Records contained in a dataset
========================

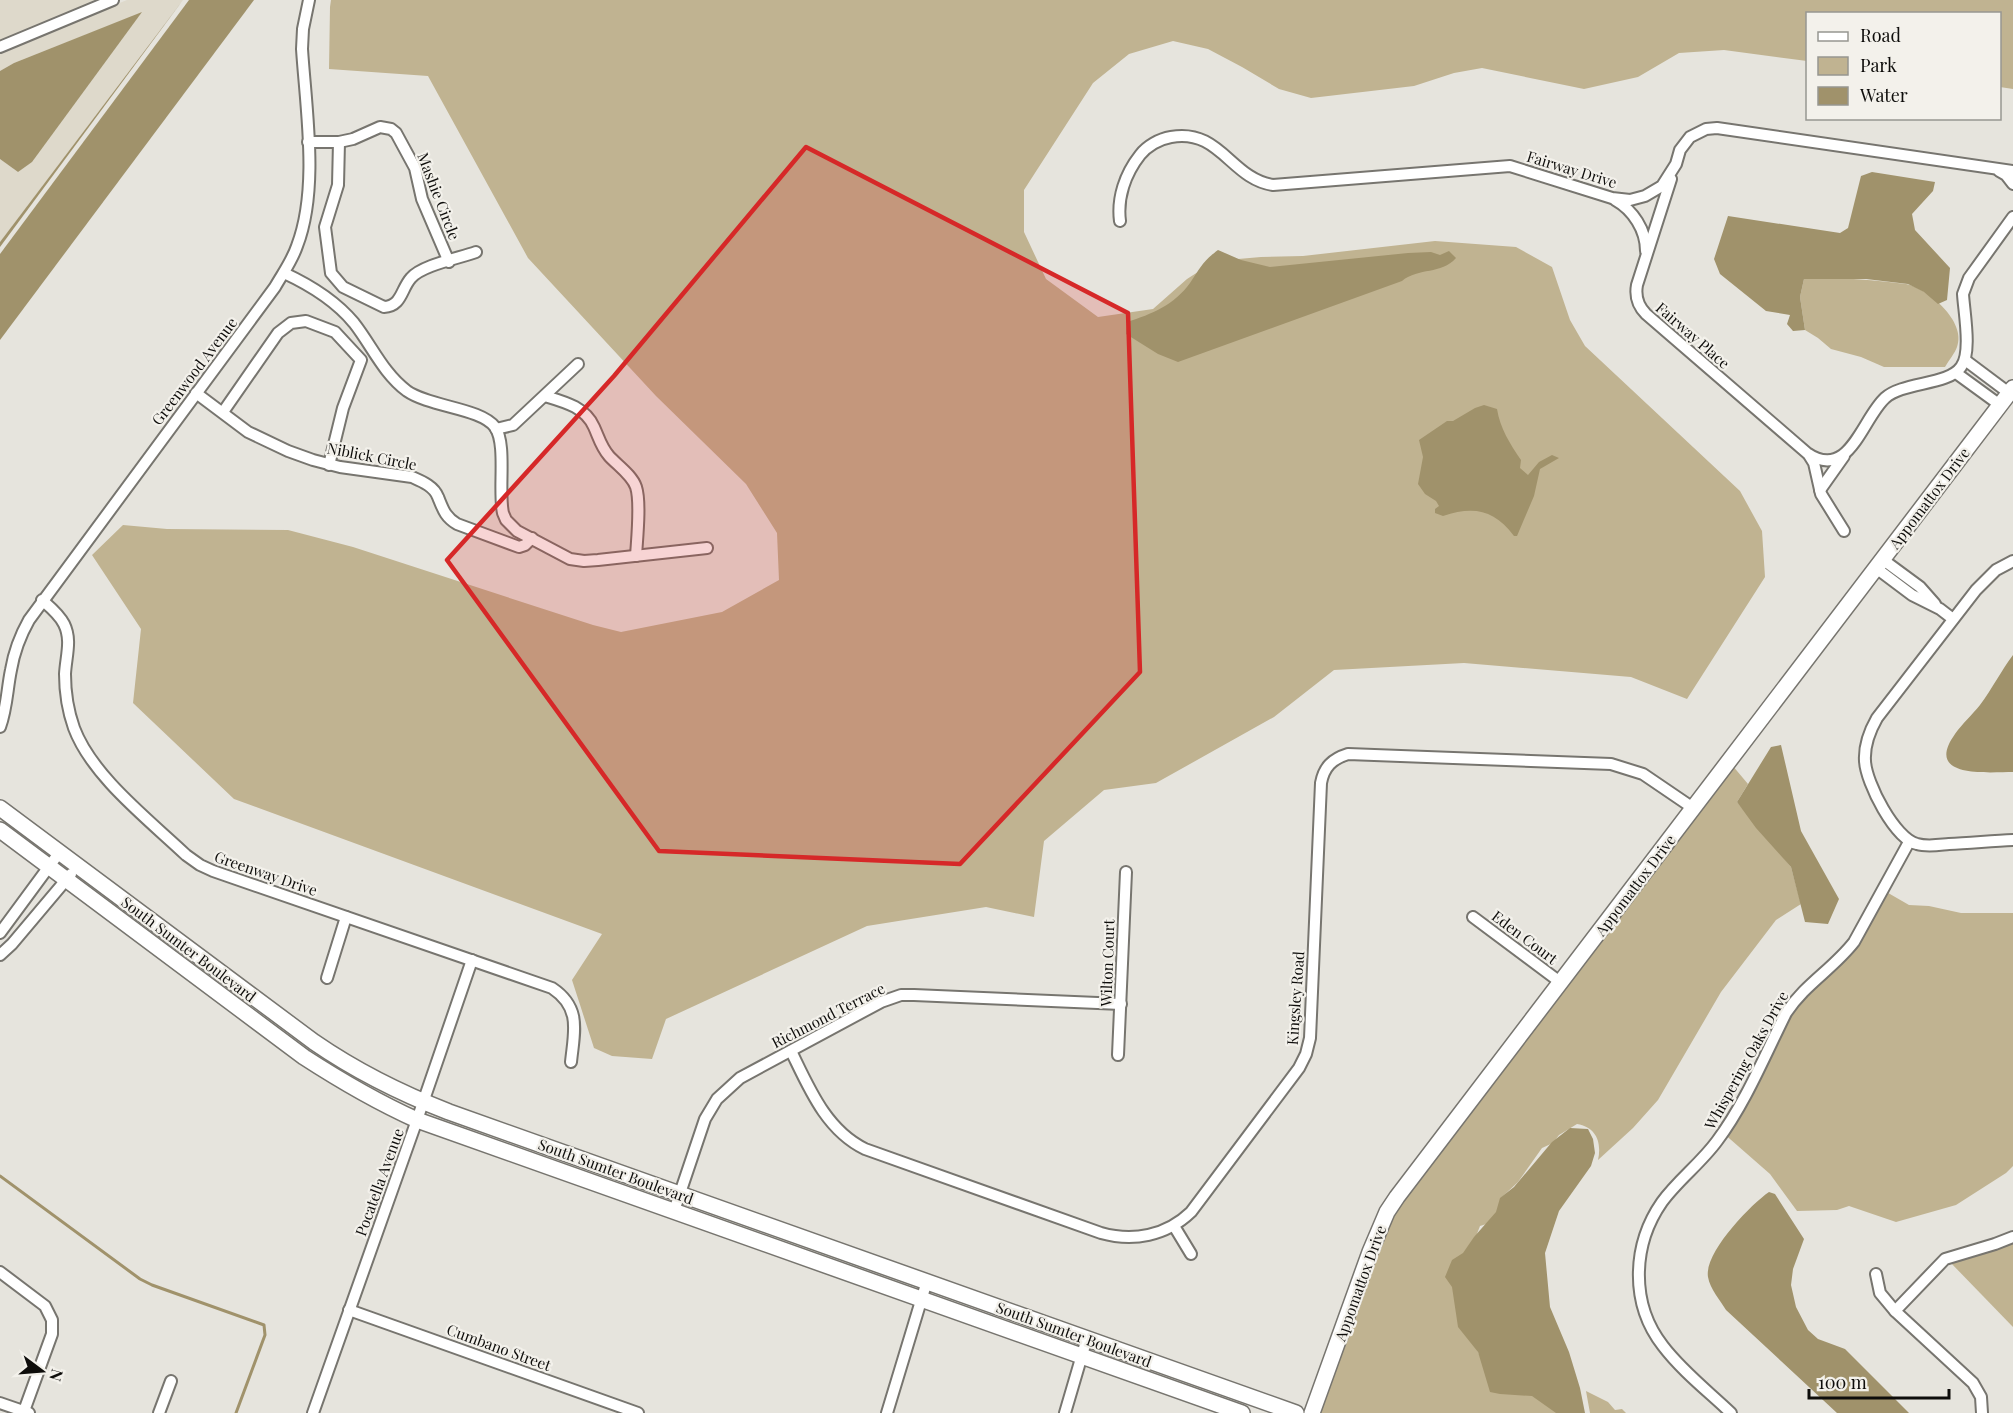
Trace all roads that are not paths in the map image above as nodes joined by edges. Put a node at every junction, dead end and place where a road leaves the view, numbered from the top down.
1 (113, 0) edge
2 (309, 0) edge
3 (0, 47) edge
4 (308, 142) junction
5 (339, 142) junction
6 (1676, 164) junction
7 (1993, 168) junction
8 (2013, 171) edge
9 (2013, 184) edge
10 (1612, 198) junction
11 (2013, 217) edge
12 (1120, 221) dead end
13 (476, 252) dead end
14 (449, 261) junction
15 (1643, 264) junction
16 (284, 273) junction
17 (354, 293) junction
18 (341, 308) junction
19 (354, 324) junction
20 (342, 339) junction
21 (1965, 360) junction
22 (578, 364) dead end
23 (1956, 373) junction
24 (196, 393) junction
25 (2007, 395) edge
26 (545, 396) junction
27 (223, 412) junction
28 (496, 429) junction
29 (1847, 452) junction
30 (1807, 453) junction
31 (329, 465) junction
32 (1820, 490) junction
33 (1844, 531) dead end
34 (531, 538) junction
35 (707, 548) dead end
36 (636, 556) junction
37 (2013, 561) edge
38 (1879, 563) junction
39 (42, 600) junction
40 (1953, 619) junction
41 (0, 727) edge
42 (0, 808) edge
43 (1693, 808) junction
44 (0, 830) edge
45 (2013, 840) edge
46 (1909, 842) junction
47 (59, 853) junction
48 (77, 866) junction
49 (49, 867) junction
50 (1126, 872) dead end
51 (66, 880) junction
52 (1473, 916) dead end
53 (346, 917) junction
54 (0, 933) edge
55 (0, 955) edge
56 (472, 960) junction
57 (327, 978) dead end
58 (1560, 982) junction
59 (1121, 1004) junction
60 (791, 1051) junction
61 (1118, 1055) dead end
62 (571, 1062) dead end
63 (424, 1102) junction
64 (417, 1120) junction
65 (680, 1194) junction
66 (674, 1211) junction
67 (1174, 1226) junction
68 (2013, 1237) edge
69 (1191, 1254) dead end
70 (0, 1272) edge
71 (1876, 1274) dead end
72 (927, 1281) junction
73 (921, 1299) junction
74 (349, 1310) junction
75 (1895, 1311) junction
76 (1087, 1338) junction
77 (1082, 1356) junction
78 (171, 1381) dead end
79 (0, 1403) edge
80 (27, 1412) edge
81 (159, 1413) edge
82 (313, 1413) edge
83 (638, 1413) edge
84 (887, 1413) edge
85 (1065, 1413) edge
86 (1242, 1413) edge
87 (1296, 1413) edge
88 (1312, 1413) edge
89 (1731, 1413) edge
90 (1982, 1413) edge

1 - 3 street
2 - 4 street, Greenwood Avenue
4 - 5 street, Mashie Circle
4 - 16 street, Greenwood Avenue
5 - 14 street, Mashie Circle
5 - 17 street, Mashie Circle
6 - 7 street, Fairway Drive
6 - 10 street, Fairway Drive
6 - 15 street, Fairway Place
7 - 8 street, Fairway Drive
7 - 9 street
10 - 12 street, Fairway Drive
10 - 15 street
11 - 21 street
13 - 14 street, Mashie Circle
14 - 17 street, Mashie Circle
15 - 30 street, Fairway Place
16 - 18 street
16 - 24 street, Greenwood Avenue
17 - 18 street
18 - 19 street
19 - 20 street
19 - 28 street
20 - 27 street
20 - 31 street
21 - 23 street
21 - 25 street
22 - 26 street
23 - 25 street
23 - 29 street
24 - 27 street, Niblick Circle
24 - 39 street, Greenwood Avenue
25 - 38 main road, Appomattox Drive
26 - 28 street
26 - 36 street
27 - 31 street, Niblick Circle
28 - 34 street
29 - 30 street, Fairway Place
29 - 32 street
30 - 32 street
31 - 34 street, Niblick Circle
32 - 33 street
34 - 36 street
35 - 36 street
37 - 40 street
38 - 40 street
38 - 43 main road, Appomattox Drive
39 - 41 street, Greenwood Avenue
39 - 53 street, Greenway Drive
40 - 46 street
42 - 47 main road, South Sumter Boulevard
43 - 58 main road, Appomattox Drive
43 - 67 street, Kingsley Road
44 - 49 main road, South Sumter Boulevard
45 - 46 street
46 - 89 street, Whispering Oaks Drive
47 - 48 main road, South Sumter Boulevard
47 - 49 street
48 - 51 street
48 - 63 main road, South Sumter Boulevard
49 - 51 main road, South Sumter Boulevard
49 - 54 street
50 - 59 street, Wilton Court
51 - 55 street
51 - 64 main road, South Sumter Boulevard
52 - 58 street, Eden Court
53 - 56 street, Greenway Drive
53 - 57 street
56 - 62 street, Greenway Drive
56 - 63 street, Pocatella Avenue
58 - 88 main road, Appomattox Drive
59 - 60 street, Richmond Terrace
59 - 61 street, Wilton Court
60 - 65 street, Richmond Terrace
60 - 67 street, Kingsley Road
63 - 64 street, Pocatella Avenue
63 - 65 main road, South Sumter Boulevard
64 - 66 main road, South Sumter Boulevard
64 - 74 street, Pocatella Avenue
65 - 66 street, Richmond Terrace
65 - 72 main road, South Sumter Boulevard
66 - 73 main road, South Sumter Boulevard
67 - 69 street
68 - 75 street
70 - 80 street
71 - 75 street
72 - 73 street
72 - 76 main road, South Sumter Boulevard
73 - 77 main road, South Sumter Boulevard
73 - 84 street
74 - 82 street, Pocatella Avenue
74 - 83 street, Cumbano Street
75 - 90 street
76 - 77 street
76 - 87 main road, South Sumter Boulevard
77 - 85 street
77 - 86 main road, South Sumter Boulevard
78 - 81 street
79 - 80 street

========================

__Required work__
Read through the data above. Report each line that has the word "Kingsley".

__Answer to the problem__
43 - 67 street, Kingsley Road
60 - 67 street, Kingsley Road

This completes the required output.